Goal of the exercise: Every line holding the string "Manor" should be copied out of the listing.

Dataset records:
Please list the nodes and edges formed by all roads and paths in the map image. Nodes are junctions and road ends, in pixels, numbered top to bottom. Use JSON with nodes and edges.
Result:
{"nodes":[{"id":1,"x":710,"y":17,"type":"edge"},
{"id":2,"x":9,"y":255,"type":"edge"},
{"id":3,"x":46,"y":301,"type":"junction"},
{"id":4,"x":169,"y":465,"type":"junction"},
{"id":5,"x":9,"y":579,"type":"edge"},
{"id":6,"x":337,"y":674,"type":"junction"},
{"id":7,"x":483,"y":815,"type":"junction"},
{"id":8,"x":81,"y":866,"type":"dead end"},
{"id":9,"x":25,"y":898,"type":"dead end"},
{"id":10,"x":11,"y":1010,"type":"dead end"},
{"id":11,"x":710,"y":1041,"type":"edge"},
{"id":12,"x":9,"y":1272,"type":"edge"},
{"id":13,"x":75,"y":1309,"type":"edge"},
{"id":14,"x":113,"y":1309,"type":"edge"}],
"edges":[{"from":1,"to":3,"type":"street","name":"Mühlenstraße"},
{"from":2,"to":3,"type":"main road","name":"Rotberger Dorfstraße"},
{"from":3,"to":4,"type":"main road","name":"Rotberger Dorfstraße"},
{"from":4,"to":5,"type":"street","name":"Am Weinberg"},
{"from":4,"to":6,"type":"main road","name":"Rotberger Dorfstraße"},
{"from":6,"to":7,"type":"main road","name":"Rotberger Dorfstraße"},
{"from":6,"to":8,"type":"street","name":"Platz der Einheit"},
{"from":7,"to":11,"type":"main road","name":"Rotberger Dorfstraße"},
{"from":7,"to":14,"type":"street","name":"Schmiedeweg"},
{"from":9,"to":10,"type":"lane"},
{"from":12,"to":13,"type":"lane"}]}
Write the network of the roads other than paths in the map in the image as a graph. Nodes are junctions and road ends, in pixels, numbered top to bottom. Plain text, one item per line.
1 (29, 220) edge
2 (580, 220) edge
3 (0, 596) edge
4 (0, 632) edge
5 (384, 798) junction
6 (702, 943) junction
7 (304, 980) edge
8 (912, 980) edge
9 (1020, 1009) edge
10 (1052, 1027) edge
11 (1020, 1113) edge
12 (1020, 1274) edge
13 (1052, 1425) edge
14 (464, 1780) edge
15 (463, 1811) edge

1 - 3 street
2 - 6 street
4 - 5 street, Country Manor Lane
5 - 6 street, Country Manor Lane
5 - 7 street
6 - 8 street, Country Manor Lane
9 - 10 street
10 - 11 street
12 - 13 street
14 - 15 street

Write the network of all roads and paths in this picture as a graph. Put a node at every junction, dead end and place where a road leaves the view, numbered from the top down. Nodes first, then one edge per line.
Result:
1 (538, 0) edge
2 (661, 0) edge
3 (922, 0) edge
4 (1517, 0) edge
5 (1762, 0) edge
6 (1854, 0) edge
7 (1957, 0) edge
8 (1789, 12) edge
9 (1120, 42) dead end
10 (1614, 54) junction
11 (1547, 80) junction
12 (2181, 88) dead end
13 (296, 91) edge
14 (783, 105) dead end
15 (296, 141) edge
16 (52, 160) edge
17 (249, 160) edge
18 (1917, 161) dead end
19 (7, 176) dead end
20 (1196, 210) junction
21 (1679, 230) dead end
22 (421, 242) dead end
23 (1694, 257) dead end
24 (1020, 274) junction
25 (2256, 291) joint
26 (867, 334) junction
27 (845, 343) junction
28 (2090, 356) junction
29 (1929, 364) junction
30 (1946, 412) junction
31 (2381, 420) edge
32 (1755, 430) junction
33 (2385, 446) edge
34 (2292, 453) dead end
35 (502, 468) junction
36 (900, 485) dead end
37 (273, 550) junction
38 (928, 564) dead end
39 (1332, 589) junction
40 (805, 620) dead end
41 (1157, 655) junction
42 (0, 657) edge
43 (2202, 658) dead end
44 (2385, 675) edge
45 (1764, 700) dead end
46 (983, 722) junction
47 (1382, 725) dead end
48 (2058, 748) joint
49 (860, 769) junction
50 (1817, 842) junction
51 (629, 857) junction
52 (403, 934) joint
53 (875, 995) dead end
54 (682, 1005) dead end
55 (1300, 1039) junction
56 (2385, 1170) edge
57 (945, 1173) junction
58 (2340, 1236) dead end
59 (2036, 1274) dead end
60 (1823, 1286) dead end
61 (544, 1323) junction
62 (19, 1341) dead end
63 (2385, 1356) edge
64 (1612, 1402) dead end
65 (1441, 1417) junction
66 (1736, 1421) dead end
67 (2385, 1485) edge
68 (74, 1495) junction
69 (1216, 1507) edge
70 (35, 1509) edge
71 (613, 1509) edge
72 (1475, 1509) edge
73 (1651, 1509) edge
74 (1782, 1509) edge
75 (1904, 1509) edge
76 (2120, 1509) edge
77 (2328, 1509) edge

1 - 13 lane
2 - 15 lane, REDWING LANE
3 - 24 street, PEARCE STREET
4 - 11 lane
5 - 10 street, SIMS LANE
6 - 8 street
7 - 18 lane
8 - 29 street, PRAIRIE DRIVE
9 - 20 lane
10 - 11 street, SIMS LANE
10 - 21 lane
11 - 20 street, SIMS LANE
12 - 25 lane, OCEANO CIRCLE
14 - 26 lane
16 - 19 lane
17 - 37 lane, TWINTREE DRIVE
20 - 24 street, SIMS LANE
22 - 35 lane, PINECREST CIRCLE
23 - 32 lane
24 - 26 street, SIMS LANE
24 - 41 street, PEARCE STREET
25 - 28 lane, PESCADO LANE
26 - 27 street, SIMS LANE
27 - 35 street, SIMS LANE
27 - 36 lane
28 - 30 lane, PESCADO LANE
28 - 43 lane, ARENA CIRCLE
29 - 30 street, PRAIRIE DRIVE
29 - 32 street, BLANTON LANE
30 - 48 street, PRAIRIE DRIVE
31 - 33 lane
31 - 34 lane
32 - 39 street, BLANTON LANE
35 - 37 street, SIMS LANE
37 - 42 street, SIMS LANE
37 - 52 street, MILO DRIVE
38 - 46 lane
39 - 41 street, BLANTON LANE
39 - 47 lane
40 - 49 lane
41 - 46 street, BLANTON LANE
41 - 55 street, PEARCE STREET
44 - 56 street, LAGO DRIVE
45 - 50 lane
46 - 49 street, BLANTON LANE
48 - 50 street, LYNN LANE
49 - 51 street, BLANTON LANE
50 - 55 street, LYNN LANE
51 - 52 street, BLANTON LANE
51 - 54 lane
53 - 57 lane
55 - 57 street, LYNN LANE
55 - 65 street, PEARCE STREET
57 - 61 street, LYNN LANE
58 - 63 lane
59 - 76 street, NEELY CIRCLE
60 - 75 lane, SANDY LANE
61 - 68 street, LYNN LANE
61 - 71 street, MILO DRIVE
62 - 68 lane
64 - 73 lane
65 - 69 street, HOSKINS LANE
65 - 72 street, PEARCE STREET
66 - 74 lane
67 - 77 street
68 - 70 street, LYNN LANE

Reply to the exercise:
4 - 5 street, Country Manor Lane
5 - 6 street, Country Manor Lane
6 - 8 street, Country Manor Lane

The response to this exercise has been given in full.